Production of IAA under NP Stress
The production of
IAA by bacterial cultures was assessed by the modified method of ref (73) In brief, 100 μL
of overnight grown A. chroococcum, P. mosselii, and S. meliloti culture was inoculated in LB broth (25 mL) supplemented with 100
μg mL–1 tryptophan, and 62.5, 125, 250, 500,
and 1000 μg mL–1 each of Ag-NPs and ZnO-NPs.

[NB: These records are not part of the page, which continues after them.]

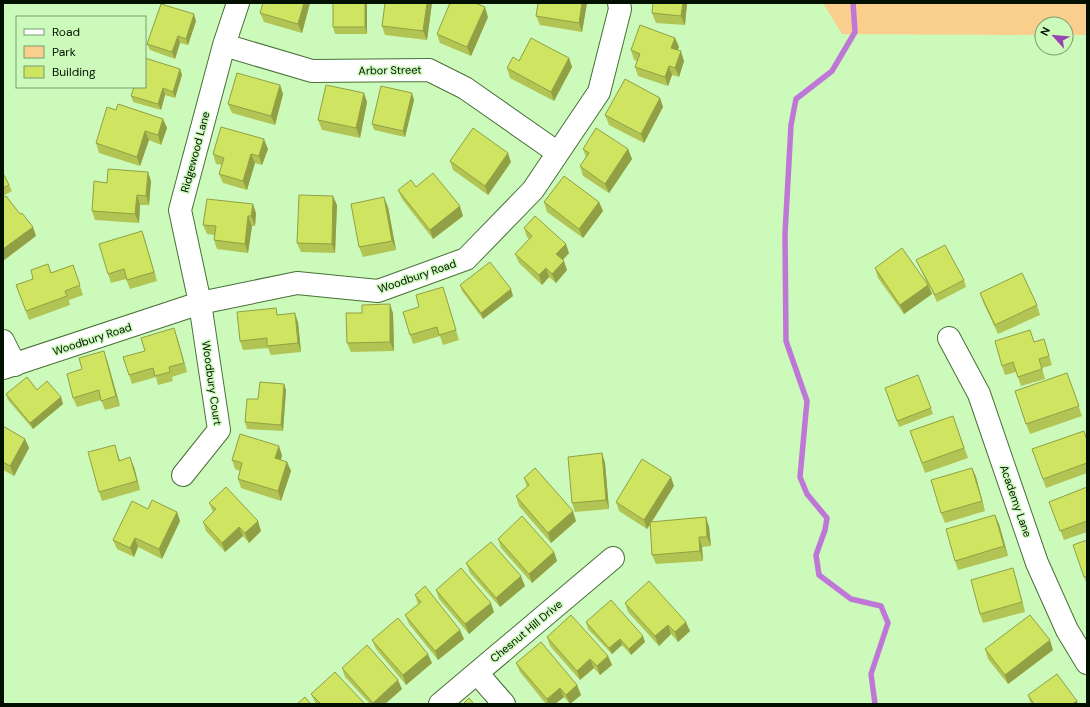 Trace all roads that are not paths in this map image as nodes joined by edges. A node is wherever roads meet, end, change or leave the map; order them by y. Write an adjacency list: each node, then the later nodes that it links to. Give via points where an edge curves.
1 (238, 3): 3 (street, Ridgewood Lane)
2 (619, 3): 4 (street, Woodbury Road, via 620,9 599,92)
3 (224, 45): 4 (street, Arbor Street, via 312,71 429,70 465,88); 5 (street, Ridgewood Lane, via 180,210)
4 (558, 153): 5 (street, Woodbury Road, via 533,190 466,260 378,291 297,283)
5 (200, 303): 8 (street, Woodbury Road); 9 (street, Woodbury Court, via 219,430)
6 (949, 338): 11 (street, Academy Lane, via 979,394 1037,563 1067,630)
7 (3, 341): 8 (street)
8 (9, 366)
9 (183, 475)
10 (613, 558): 12 (street, Chesnut Hill Drive)
11 (1087, 663)
12 (477, 673): 13 (street, Chesnut Hill Drive); 14 (street)
13 (440, 704)
14 (504, 704)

The control and treated cells were incubated at 28 °C at 100
r/min shaking. After a 48 h incubation, 2 mL of the culture from control
and each treatment was centrifuged at 10,000 r/min for 10 min. The
resulting supernatant was mixed with two or three drops of orthophosphoric
acid (H3PO4) and 4 mL of the Salkowsky reagent
(2% 0.5 M FeCl3 in 35% HClO4). Samples were
incubated in the dark for 1 h. The IAA in the supernatant was quantified
by measuring the absorbance of pink color using a spectrophotometer
(λ = 530 nm) against a standard curve of pure IAA.
Statistical
Analysis
Data was analyzed by one-way analysis
of variance (ANOVA), and the least significant difference (LSD) was
calculated at a 5% probability level. The difference among treatment
means was compared using Duncan’s multiple range test (DMRT)
at a 5% probability level. The data in the figures is represented
as mean ± SD (n = 3) for each measured parameter.